TASK DIRECTIONS | Copy out each record that follows exactly, and omit any picture you find.

PROVIDED DATA |
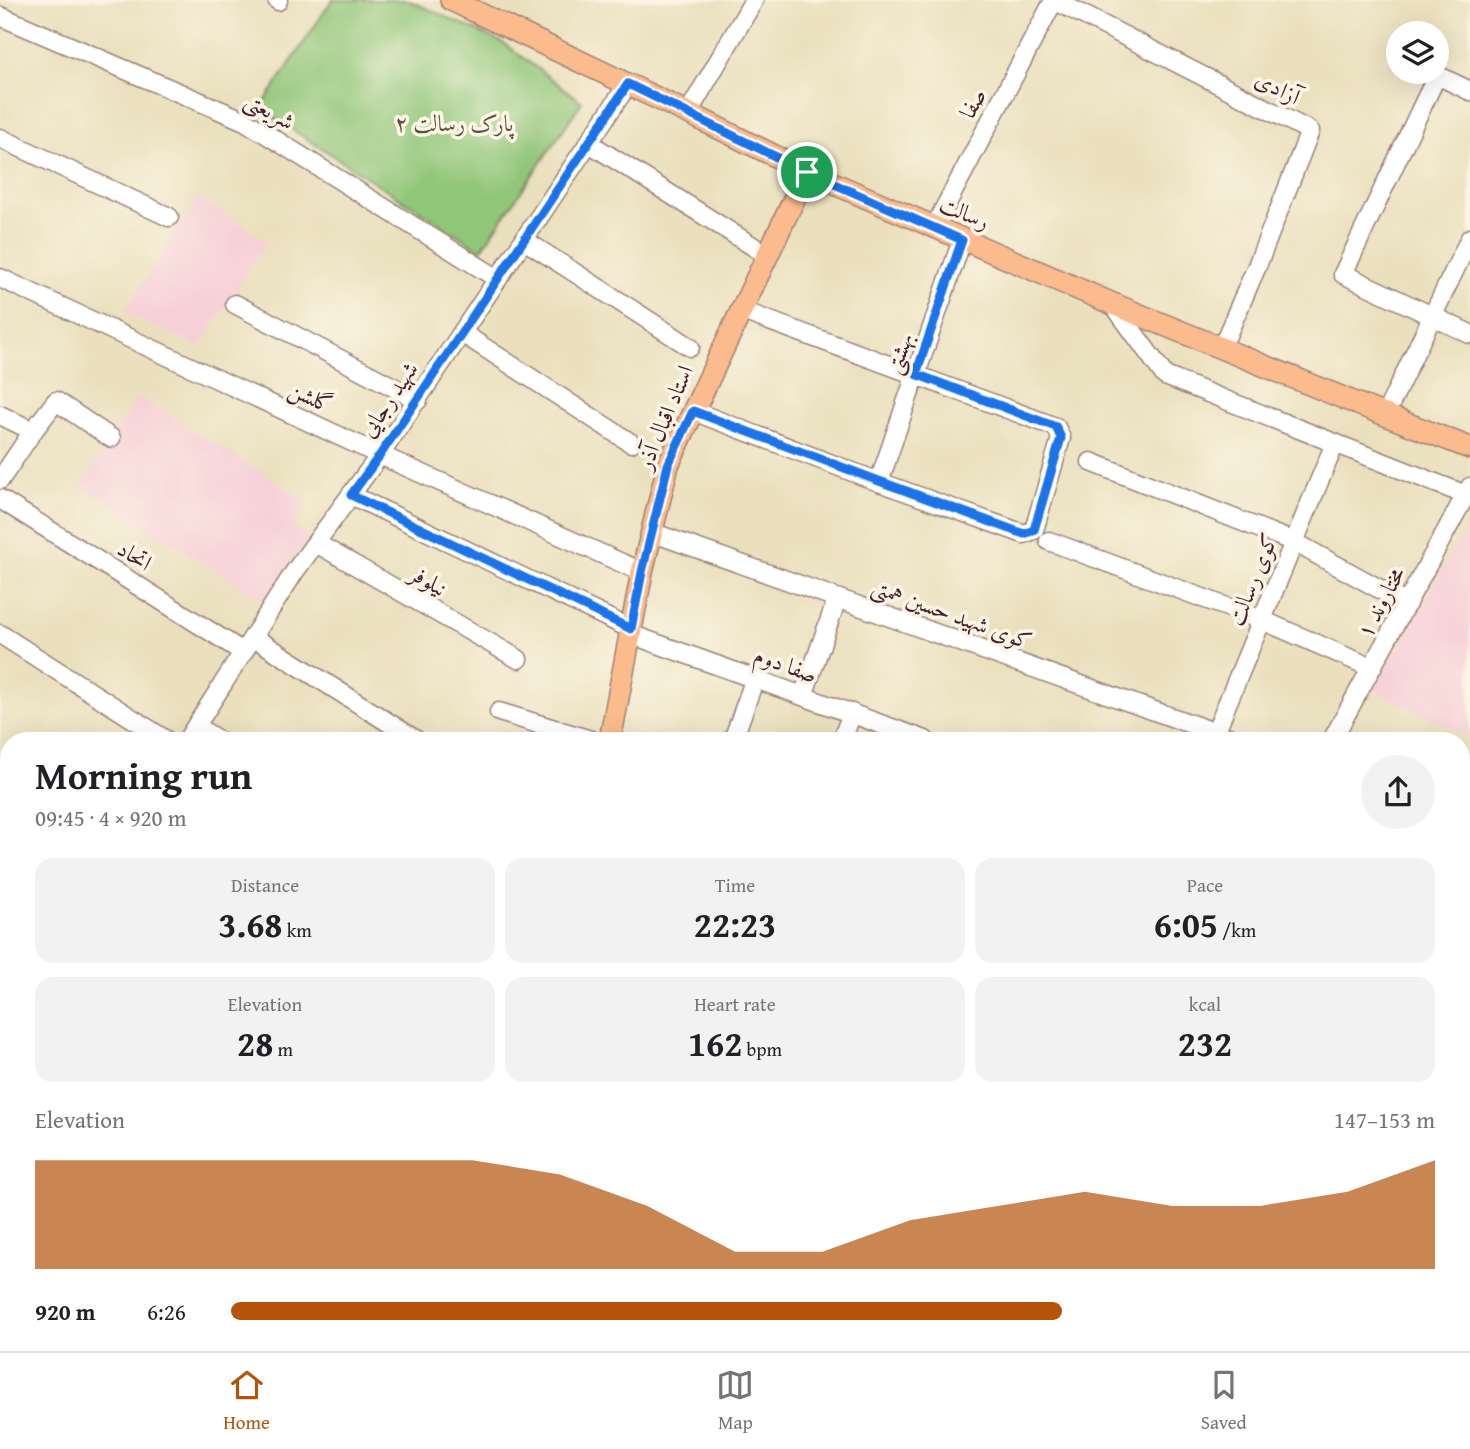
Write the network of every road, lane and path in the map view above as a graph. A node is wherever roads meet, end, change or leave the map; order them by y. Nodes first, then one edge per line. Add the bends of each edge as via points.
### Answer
1 (451, 0) edge
2 (754, 0) edge
3 (1054, 0) edge
4 (0, 16) edge
5 (628, 84) junction
6 (1470, 91) edge
7 (688, 113) junction
8 (0, 138) edge
9 (589, 143) junction
10 (807, 172) junction
11 (169, 217) dead end
12 (934, 228) junction
13 (1470, 238) edge
14 (524, 240) junction
15 (962, 240) junction
16 (767, 254) junction
17 (0, 278) edge
18 (498, 279) junction
19 (1112, 303) junction
20 (235, 304) dead end
21 (740, 310) junction
22 (1433, 316) junction
23 (462, 334) junction
24 (1470, 334) edge
25 (690, 347) dead end
26 (1222, 347) junction
27 (916, 374) junction
28 (418, 400) junction
29 (693, 411) junction
30 (0, 415) edge
31 (1385, 415) junction
32 (33, 431) junction
33 (111, 438) dead end
34 (631, 443) dead end
35 (1335, 443) junction
36 (1470, 448) edge
37 (380, 455) junction
38 (1091, 462) dead end
39 (0, 480) edge
40 (879, 481) junction
41 (1468, 491) edge
42 (351, 495) junction
43 (0, 499) edge
44 (651, 532) junction
45 (1049, 541) dead end
46 (1294, 542) junction
47 (316, 543) junction
48 (642, 572) junction
49 (837, 598) junction
50 (1407, 604) junction
51 (1262, 620) junction
52 (631, 632) junction
53 (0, 634) edge
54 (248, 644) junction
55 (518, 659) dead end
56 (1372, 668) junction
57 (755, 678) junction
58 (803, 696) junction
59 (499, 712) dead end
60 (852, 713) junction
61 (153, 732) edge
62 (192, 732) edge
63 (402, 732) edge
64 (565, 732) edge
65 (612, 732) edge
66 (736, 732) edge
67 (845, 732) edge
68 (903, 732) edge
69 (1212, 732) edge
70 (1215, 732) edge
71 (1336, 732) edge

1 - 5 main road, رسالت
2 - 7 street
3 - 12 street, صفا
3 - 26 street, آزادی via 1310,131
4 - 18 street, شریعتی via 245,121
5 - 7 main road, رسالت
5 - 9 street, شهید رجایی
6 - 22 street via 1437,75 1343,274
7 - 10 main road, رسالت
8 - 11 street
9 - 14 street, شهید رجایی
9 - 16 street
10 - 12 main road, رسالت
10 - 16 main road, استاد اقبال آذر
12 - 15 main road, رسالت
13 - 22 street
14 - 18 street, شهید رجایی
14 - 25 street
15 - 19 main road, رسالت
15 - 27 street, بهشتی
16 - 21 main road, استاد اقبال آذر
17 - 37 street, گلشن
18 - 23 street, شهید رجایی
19 - 26 main road, رسالت
19 - 35 street via 1165,376
20 - 28 street
21 - 27 street
21 - 29 main road, استاد اقبال آذر
22 - 24 street
22 - 31 street
23 - 28 street, شهید رجایی
23 - 34 street
26 - 31 main road, رسالت
27 - 40 street, بهشتی
27 - 40 street via 1056,427 1061,438 1034,530 1024,534
28 - 37 street, شهید رجایی
29 - 40 street
29 - 44 main road, استاد اقبال آذر via 668,465
30 - 32 street
31 - 36 main road, رسالت
32 - 33 street via 57,401
32 - 39 street
35 - 41 street
35 - 46 street, کوی رسالت
37 - 42 street, شهید رجایی
37 - 48 street, گلشن
38 - 46 street
41 - 50 street, مختاروند ۱
42 - 47 street, شهید رجایی
42 - 52 street, صفا دوم
43 - 54 street, اتحاد
44 - 48 main road, استاد اقبال آذر
44 - 49 street, کوی شهید حسین همتی
45 - 51 street
46 - 50 street
46 - 51 street, کوی رسالت
47 - 54 street, شهید رجایی
47 - 55 street, نیلوفر
48 - 52 main road, استاد اقبال آذر
49 - 58 street
49 - 69 street, کوی شهید حسین همتی
50 - 56 street, مختاروند ۱
51 - 56 street
51 - 70 street, کوی رسالت
52 - 57 street, صفا دوم
52 - 65 main road, استاد اقبال آذر
53 - 61 street
54 - 62 street, شهید رجایی
54 - 63 street, اتحاد
56 - 71 street, مختاروند ۱
57 - 58 street, صفا دوم
57 - 66 street
58 - 60 street, صفا دوم
59 - 64 street
60 - 67 street
60 - 68 street, صفا دوم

FINISHED EXERCISE |
Write the network of every road, lane and path in the map view above as a graph. A node is wherever roads meet, end, change or leave the map; order them by y. Nodes first, then one edge per line. Add the bends of each edge as via points.
### Answer
1 (451, 0) edge
2 (754, 0) edge
3 (1054, 0) edge
4 (0, 16) edge
5 (628, 84) junction
6 (1470, 91) edge
7 (688, 113) junction
8 (0, 138) edge
9 (589, 143) junction
10 (807, 172) junction
11 (169, 217) dead end
12 (934, 228) junction
13 (1470, 238) edge
14 (524, 240) junction
15 (962, 240) junction
16 (767, 254) junction
17 (0, 278) edge
18 (498, 279) junction
19 (1112, 303) junction
20 (235, 304) dead end
21 (740, 310) junction
22 (1433, 316) junction
23 (462, 334) junction
24 (1470, 334) edge
25 (690, 347) dead end
26 (1222, 347) junction
27 (916, 374) junction
28 (418, 400) junction
29 (693, 411) junction
30 (0, 415) edge
31 (1385, 415) junction
32 (33, 431) junction
33 (111, 438) dead end
34 (631, 443) dead end
35 (1335, 443) junction
36 (1470, 448) edge
37 (380, 455) junction
38 (1091, 462) dead end
39 (0, 480) edge
40 (879, 481) junction
41 (1468, 491) edge
42 (351, 495) junction
43 (0, 499) edge
44 (651, 532) junction
45 (1049, 541) dead end
46 (1294, 542) junction
47 (316, 543) junction
48 (642, 572) junction
49 (837, 598) junction
50 (1407, 604) junction
51 (1262, 620) junction
52 (631, 632) junction
53 (0, 634) edge
54 (248, 644) junction
55 (518, 659) dead end
56 (1372, 668) junction
57 (755, 678) junction
58 (803, 696) junction
59 (499, 712) dead end
60 (852, 713) junction
61 (153, 732) edge
62 (192, 732) edge
63 (402, 732) edge
64 (565, 732) edge
65 (612, 732) edge
66 (736, 732) edge
67 (845, 732) edge
68 (903, 732) edge
69 (1212, 732) edge
70 (1215, 732) edge
71 (1336, 732) edge

1 - 5 main road, رسالت
2 - 7 street
3 - 12 street, صفا
3 - 26 street, آزادی via 1310,131
4 - 18 street, شریعتی via 245,121
5 - 7 main road, رسالت
5 - 9 street, شهید رجایی
6 - 22 street via 1437,75 1343,274
7 - 10 main road, رسالت
8 - 11 street
9 - 14 street, شهید رجایی
9 - 16 street
10 - 12 main road, رسالت
10 - 16 main road, استاد اقبال آذر
12 - 15 main road, رسالت
13 - 22 street
14 - 18 street, شهید رجایی
14 - 25 street
15 - 19 main road, رسالت
15 - 27 street, بهشتی
16 - 21 main road, استاد اقبال آذر
17 - 37 street, گلشن
18 - 23 street, شهید رجایی
19 - 26 main road, رسالت
19 - 35 street via 1165,376
20 - 28 street
21 - 27 street
21 - 29 main road, استاد اقبال آذر
22 - 24 street
22 - 31 street
23 - 28 street, شهید رجایی
23 - 34 street
26 - 31 main road, رسالت
27 - 40 street, بهشتی
27 - 40 street via 1056,427 1061,438 1034,530 1024,534
28 - 37 street, شهید رجایی
29 - 40 street
29 - 44 main road, استاد اقبال آذر via 668,465
30 - 32 street
31 - 36 main road, رسالت
32 - 33 street via 57,401
32 - 39 street
35 - 41 street
35 - 46 street, کوی رسالت
37 - 42 street, شهید رجایی
37 - 48 street, گلشن
38 - 46 street
41 - 50 street, مختاروند ۱
42 - 47 street, شهید رجایی
42 - 52 street, صفا دوم
43 - 54 street, اتحاد
44 - 48 main road, استاد اقبال آذر
44 - 49 street, کوی شهید حسین همتی
45 - 51 street
46 - 50 street
46 - 51 street, کوی رسالت
47 - 54 street, شهید رجایی
47 - 55 street, نیلوفر
48 - 52 main road, استاد اقبال آذر
49 - 58 street
49 - 69 street, کوی شهید حسین همتی
50 - 56 street, مختاروند ۱
51 - 56 street
51 - 70 street, کوی رسالت
52 - 57 street, صفا دوم
52 - 65 main road, استاد اقبال آذر
53 - 61 street
54 - 62 street, شهید رجایی
54 - 63 street, اتحاد
56 - 71 street, مختاروند ۱
57 - 58 street, صفا دوم
57 - 66 street
58 - 60 street, صفا دوم
59 - 64 street
60 - 67 street
60 - 68 street, صفا دوم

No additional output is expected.